**Work order:**
Only the text of the records belongs in the answer, copied exactly, with every picture omitted.
**********
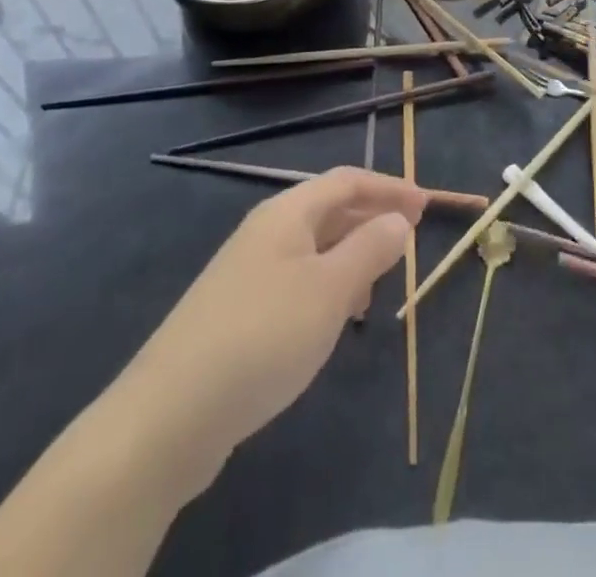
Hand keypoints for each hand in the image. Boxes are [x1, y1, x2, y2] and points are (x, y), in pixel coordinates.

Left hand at [128, 168, 424, 458]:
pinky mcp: (236, 313)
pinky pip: (295, 281)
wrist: (169, 416)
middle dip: (371, 220)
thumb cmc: (263, 336)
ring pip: (313, 248)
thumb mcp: (330, 289)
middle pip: (329, 210)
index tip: (426, 207)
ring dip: (350, 256)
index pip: (348, 181)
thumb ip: (370, 248)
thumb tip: (399, 220)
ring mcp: (247, 272)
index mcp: (287, 213)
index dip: (389, 188)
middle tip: (409, 243)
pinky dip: (326, 287)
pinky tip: (334, 321)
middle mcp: (266, 231)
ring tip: (377, 286)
**********
**Result for this task:**
Hand keypoints for each hand in the image. Boxes are [x1, y1, x2, y2] and points are (x, y), in pixel coordinates.

Left hand at [128, 168, 424, 458]:
pinky mcp: (236, 313)
pinky pip: (295, 281)
wrist: (169, 416)
middle dip: (371, 220)
thumb cmc: (263, 336)
ring pip: (313, 248)
thumb mcp: (330, 289)
middle pip: (329, 210)
index tip: (426, 207)
ring dip: (350, 256)
index pip: (348, 181)
thumb ip: (370, 248)
thumb tip: (399, 220)
ring mcp: (247, 272)
index mcp: (287, 213)
index dip: (389, 188)
middle tip: (409, 243)
pinky dip: (326, 287)
pinky tip: (334, 321)
middle mcp: (266, 231)
ring tip: (377, 286)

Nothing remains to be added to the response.